Agos, 22 Şubat 2008
Yıl 2008. Avustralya, 1910’dan 1970’e dek sistematik asimilasyon politikası çerçevesinde ailelerinden koparılan çocuklar –Çalınmış Kuşaklar– nedeniyle, Başbakan Kevin Rudd’ın ağzından, Aborjinlerden resmen özür diledi.
Başbakan Rudd, 13 Şubat 2008’de parlamentoda yaptığı tarihi konuşmada, seksenini aşkın bir kadın olan Nanna Nungala Fejo’nun hikâyesini anlattı.
Nanna Fejo’nunki, on binlerce hikâyenin içinden bir hikâyeydi. Dört yaşındayken ana babasından koparılmış, yedi yaşındayken kardeşlerinden ayrılmak zorunda kalmış, annesini bir daha hiç görememiş, bütün ömrü bu büyük travmaların getirdiği küskünlükle, en çok da sıcak bir yuva özlemiyle geçmiş bilge bir kadının hikâyesi.

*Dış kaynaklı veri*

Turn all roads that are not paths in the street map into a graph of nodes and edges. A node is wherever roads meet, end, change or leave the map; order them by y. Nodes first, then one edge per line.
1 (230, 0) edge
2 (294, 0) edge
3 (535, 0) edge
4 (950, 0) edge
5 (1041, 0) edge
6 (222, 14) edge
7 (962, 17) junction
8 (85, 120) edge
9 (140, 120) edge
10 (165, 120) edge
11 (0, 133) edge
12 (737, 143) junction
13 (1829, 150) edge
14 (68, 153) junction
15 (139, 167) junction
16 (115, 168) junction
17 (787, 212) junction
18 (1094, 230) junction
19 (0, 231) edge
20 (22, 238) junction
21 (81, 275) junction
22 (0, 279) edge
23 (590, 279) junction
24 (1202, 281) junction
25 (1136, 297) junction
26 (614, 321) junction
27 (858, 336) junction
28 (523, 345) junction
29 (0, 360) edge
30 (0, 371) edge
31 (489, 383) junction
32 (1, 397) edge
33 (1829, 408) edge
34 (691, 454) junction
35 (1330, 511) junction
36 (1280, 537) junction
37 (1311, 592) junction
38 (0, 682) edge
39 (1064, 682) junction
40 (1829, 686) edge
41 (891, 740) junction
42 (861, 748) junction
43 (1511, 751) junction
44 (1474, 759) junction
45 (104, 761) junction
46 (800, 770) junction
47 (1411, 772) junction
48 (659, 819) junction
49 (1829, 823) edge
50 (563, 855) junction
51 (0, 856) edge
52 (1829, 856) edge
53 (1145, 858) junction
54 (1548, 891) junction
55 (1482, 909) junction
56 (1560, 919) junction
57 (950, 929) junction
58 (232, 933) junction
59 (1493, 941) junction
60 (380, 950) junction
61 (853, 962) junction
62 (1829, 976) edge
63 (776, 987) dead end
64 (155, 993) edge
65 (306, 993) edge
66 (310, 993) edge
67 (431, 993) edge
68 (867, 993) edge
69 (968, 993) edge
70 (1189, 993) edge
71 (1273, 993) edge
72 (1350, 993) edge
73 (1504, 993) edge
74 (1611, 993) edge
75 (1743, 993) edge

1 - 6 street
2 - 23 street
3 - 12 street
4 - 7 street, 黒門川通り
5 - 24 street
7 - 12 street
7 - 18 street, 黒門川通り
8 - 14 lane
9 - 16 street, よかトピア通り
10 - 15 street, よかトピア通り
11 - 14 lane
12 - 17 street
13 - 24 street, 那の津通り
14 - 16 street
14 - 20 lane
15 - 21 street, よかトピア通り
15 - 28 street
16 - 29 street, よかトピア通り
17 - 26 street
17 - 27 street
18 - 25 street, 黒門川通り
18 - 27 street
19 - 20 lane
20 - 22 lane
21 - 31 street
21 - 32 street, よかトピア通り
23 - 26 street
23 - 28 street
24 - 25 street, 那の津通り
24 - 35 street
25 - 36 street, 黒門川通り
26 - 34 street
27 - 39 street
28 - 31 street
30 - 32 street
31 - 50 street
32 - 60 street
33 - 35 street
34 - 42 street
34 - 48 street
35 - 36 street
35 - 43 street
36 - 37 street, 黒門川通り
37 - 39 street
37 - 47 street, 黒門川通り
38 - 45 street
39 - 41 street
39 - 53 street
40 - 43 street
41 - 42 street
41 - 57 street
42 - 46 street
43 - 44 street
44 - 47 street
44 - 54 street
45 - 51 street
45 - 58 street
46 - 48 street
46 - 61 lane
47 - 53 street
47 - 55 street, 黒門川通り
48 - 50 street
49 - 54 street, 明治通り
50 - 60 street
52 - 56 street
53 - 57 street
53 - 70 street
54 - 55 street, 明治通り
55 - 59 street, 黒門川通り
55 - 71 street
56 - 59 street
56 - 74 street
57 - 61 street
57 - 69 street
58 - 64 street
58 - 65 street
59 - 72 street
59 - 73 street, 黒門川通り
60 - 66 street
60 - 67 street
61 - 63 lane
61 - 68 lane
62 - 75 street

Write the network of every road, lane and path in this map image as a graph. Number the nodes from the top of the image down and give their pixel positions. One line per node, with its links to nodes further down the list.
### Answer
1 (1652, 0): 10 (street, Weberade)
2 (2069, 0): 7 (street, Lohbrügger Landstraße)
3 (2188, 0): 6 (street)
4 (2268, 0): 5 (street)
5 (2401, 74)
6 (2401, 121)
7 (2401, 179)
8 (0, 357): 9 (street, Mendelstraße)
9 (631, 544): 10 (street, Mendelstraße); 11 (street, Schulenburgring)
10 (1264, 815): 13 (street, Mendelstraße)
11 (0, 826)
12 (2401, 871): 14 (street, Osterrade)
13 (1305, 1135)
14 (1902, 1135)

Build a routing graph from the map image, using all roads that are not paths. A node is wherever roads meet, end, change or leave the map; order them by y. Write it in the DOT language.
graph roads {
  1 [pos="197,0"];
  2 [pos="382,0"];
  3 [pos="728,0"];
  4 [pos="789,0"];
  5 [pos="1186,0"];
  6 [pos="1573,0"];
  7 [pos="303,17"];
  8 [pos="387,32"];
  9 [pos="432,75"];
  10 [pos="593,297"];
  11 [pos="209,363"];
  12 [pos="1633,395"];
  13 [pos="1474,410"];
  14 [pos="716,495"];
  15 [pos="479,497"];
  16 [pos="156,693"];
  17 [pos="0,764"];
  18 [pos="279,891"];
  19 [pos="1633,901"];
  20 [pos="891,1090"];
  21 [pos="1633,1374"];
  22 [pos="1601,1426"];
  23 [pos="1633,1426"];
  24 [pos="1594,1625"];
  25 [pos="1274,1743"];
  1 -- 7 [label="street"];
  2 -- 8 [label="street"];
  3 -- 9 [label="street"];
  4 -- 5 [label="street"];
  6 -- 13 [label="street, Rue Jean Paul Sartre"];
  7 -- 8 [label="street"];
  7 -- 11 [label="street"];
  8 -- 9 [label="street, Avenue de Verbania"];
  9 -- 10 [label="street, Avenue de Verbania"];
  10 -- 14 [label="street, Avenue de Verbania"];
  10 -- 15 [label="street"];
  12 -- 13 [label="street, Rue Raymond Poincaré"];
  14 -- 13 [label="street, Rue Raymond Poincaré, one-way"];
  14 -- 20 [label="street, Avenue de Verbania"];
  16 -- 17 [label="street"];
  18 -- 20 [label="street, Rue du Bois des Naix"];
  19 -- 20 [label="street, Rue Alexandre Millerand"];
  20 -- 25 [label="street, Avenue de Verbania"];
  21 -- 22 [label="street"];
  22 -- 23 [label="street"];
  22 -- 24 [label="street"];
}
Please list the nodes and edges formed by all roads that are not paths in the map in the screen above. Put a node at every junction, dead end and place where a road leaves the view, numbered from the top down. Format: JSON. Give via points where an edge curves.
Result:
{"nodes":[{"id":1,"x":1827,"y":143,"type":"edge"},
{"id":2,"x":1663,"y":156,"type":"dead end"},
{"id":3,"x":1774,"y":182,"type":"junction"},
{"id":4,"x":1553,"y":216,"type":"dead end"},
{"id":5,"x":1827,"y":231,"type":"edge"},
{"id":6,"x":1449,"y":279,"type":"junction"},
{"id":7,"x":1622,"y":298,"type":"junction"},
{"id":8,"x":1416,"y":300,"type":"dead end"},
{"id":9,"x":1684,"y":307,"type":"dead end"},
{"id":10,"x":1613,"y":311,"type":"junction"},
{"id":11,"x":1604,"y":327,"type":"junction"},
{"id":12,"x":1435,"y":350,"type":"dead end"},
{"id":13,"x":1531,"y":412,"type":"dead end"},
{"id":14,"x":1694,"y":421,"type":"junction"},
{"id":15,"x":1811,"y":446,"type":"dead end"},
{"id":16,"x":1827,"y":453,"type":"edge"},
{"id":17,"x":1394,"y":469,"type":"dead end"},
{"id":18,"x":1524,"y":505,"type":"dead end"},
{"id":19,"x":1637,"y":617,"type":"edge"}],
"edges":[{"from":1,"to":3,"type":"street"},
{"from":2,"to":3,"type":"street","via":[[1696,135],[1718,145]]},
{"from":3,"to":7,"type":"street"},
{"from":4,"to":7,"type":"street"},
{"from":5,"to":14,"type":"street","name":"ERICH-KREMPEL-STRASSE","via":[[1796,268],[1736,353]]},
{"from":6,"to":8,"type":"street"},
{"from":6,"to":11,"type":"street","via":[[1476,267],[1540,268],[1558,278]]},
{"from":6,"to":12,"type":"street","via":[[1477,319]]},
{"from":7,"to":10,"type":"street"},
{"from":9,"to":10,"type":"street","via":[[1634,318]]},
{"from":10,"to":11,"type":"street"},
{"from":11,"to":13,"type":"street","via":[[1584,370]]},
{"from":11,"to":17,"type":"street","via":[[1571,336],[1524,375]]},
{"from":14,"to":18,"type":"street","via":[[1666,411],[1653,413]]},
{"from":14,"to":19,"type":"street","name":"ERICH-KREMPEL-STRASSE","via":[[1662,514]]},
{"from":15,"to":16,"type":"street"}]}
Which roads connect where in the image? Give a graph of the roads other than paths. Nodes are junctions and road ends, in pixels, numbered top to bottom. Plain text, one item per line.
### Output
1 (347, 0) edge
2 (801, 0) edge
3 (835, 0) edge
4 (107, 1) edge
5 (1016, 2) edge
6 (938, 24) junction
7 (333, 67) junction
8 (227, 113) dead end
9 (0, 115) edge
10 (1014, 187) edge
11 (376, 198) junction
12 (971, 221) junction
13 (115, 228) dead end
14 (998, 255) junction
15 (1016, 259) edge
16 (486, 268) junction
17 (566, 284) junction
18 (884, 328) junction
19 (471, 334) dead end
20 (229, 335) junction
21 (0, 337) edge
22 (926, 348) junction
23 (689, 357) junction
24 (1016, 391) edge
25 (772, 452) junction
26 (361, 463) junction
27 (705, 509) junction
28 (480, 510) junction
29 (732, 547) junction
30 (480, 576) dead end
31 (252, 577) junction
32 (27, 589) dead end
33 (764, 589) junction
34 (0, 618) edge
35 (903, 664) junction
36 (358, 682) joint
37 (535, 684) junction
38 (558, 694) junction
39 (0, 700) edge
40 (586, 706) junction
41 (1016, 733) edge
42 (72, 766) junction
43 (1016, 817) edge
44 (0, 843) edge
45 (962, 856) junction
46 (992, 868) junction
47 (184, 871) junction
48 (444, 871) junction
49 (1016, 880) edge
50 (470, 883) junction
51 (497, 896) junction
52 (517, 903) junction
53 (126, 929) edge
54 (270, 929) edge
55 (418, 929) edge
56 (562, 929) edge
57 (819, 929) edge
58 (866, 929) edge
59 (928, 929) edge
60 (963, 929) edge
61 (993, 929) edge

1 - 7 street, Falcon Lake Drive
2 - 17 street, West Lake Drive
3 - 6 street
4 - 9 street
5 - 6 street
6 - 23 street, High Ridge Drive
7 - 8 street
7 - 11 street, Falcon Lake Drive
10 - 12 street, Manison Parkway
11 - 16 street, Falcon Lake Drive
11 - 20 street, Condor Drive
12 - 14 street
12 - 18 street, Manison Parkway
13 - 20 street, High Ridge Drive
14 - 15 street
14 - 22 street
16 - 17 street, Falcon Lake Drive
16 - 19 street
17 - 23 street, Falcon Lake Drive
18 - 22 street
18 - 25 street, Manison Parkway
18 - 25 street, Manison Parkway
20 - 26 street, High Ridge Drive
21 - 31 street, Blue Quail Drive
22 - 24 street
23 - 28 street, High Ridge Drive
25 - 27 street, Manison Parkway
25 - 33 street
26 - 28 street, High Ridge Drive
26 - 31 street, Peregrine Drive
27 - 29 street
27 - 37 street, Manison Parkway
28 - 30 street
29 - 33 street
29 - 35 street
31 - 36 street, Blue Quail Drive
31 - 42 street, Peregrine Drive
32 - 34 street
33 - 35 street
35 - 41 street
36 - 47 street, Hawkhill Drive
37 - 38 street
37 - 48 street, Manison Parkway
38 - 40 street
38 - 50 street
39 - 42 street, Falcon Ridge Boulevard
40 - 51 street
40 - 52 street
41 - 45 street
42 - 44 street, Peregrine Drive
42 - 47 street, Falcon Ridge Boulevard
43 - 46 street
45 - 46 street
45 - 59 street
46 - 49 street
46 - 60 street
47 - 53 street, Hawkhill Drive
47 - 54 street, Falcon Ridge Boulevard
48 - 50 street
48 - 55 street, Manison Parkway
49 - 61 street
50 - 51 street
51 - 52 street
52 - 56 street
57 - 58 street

Gördüğü dayanılmaz zulme karşın affetmeyi hiç unutmayan, mutluluğu belki de hiç tatmamış olmanın sızısını yüreğinin derinlerinde hep duyan bu ihtiyar kadın, bugüne dek kendilerine yapılanlar nedeniyle yerlilerden özür dileyen başbakanın kulağına şunları söylemişti:
“Aileler… Onları bir arada tutmak çok önemli. Sevgiyle sarmalanmanız ve bu sevgiyi sonraki kuşaklara aktarabilmeniz harika bir şey. İnsanı mutlu eden budur.”
Ülkede birkaç yıl önce kurulan İnsan Hakları ve Eşit Fırsat Komisyonu’nun kayıtlarında yer alan bir başka yerlinin hikâyesini, aynı oturumda Rudd’dan sonra söz alan ana muhalefet partisi lideri Brendan Nelson aktardı:
“Annem ve teyzemle [ve kuzenimle] birlikte postanedeydik. Bizi bir polis arabasına bindirdiler ve Broome’a götüreceklerini söylediler. Annemleri de arabaya bindirdiler. [Yaklaşık on mil] gittikten sonra durup annemleri arabadan aşağı attılar. Annemlerin sırtına atlayıp onlardan ayrılmamak için ağlamaya başladık. Fakat polisler bizi ayırıp arabanın arka tarafına attı. Annemler ağlayarak arabanın ardından koşmaya, bizi takip etmeye başladı. Arabanın arkasında çığlıklar atıyorduk.”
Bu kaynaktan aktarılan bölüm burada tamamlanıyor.